WHAT YOU ARE ASKED TO DO »
Output every record word for word, minus the pictures.

Data excerpts »

·····

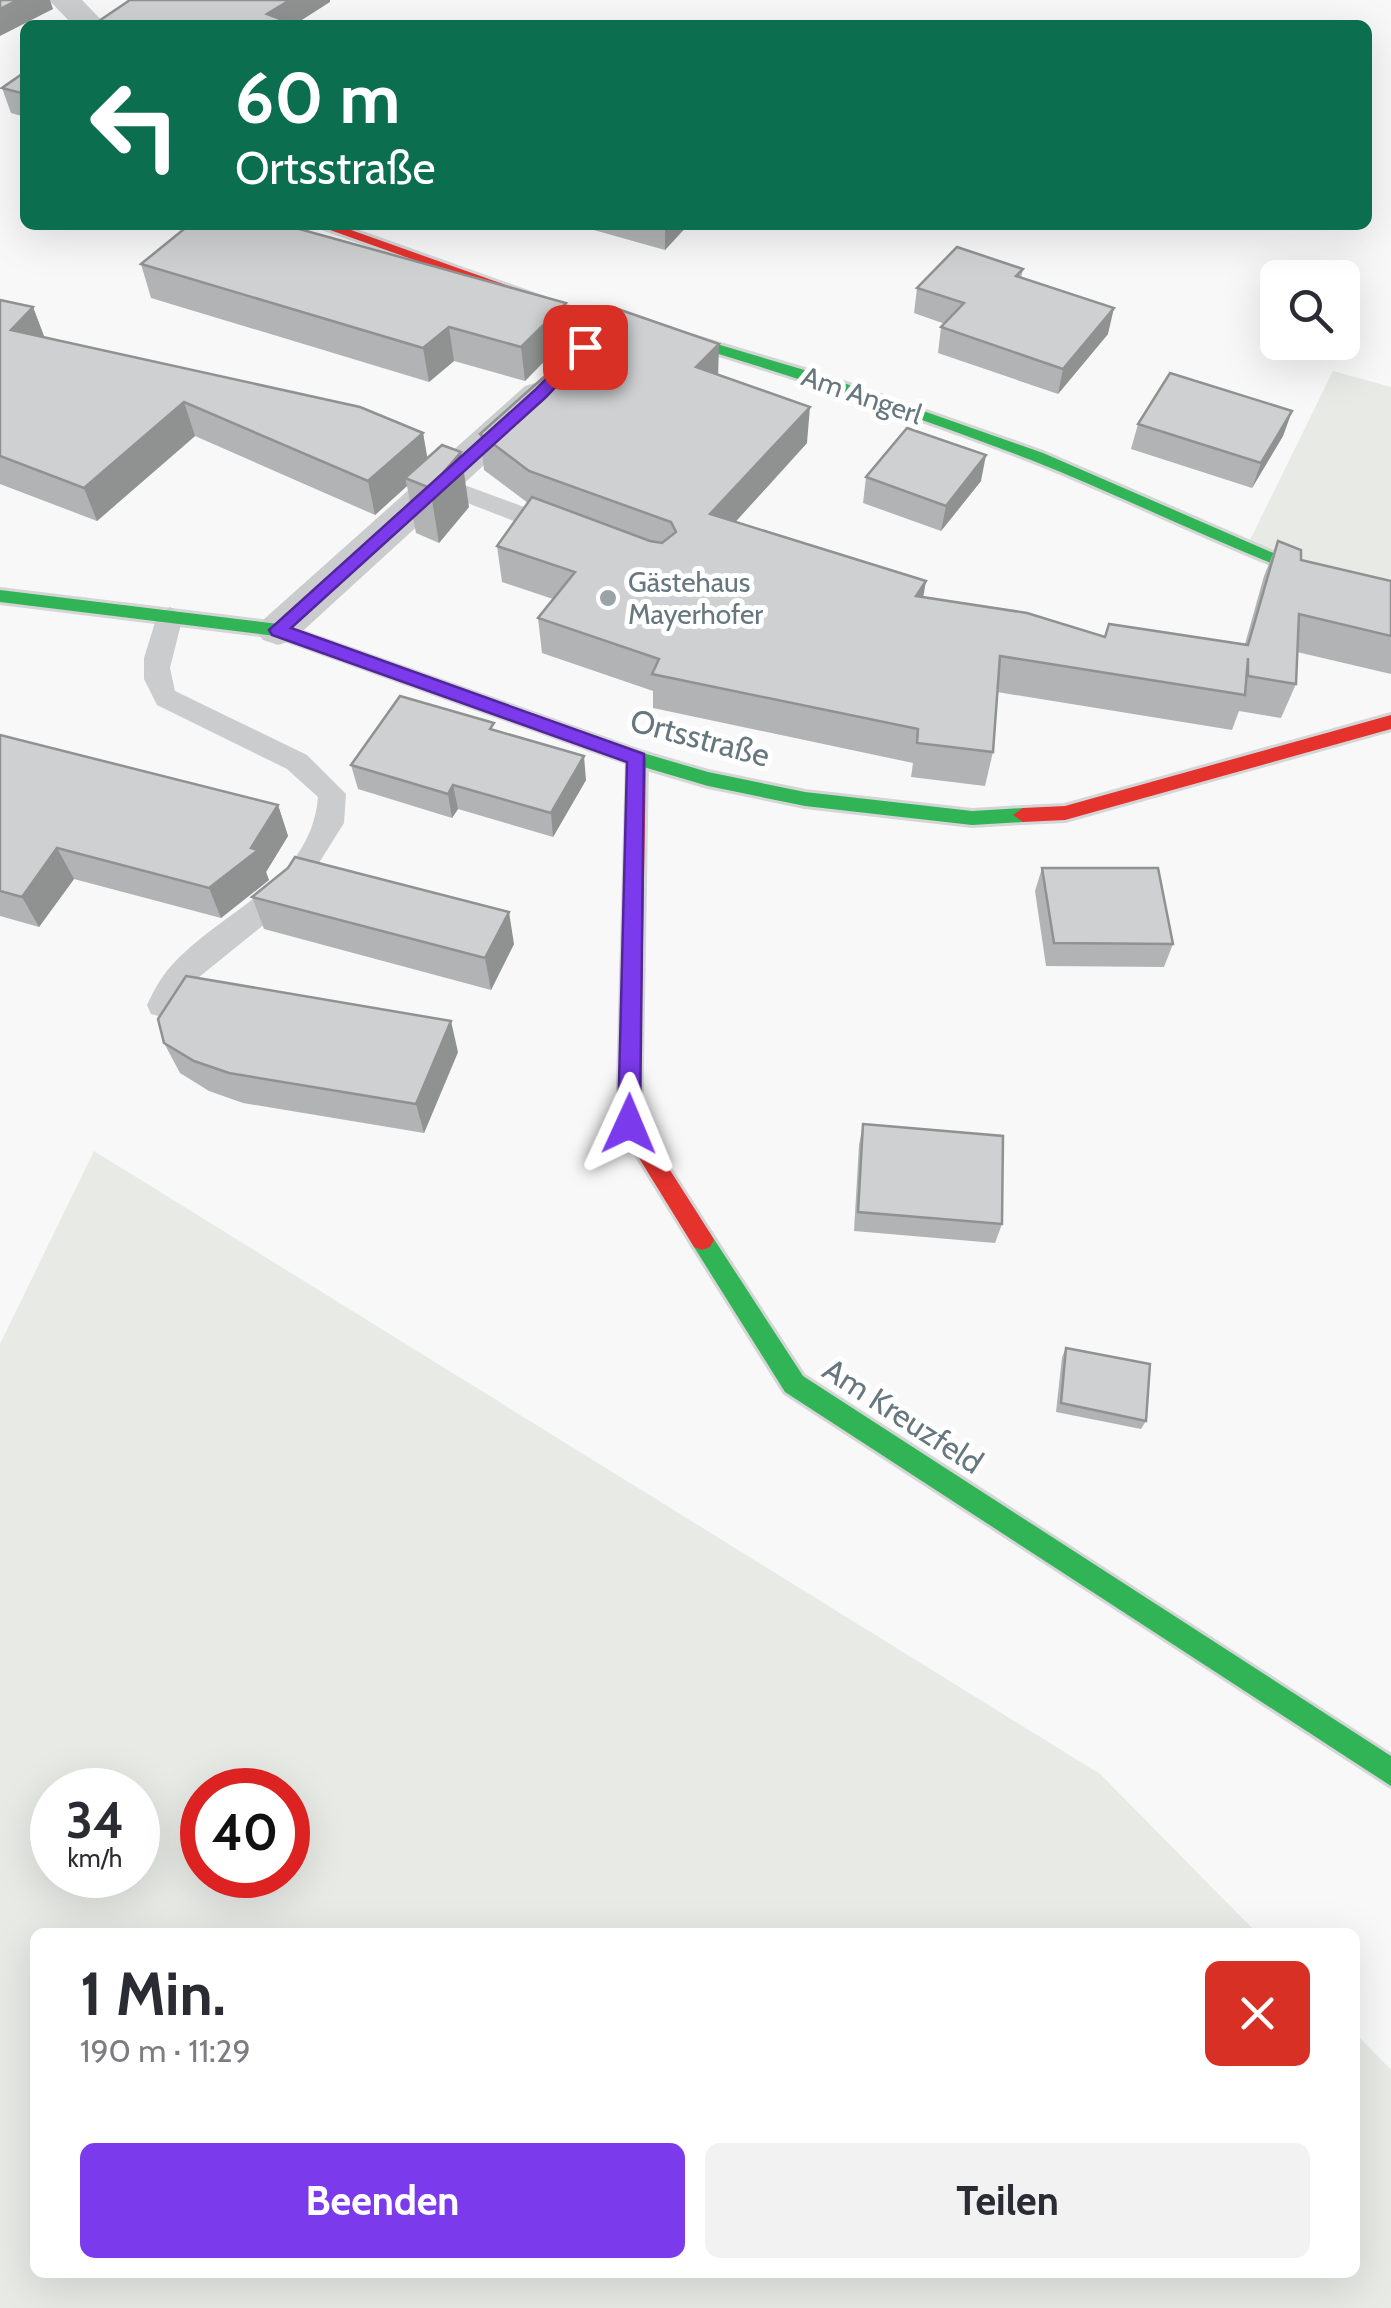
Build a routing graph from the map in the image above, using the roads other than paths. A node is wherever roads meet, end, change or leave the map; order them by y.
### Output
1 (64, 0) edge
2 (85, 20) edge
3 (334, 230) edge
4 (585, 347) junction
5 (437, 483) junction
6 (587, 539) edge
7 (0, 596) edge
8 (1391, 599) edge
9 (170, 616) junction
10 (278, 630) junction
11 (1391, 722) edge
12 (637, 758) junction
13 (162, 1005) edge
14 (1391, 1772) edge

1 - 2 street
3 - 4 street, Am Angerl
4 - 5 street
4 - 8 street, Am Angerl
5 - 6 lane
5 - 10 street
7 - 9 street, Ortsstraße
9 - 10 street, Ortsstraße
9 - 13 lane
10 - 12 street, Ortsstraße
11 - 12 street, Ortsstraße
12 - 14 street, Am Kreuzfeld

·····

RESULT OF THE TASK »
Build a routing graph from the map in the image above, using the roads other than paths. A node is wherever roads meet, end, change or leave the map; order them by y.
### Output
1 (64, 0) edge
2 (85, 20) edge
3 (334, 230) edge
4 (585, 347) junction
5 (437, 483) junction
6 (587, 539) edge
7 (0, 596) edge
8 (1391, 599) edge
9 (170, 616) junction
10 (278, 630) junction
11 (1391, 722) edge
12 (637, 758) junction
13 (162, 1005) edge
14 (1391, 1772) edge

1 - 2 street
3 - 4 street, Am Angerl
4 - 5 street
4 - 8 street, Am Angerl
5 - 6 lane
5 - 10 street
7 - 9 street, Ortsstraße
9 - 10 street, Ortsstraße
9 - 13 lane
10 - 12 street, Ortsstraße
11 - 12 street, Ortsstraße
12 - 14 street, Am Kreuzfeld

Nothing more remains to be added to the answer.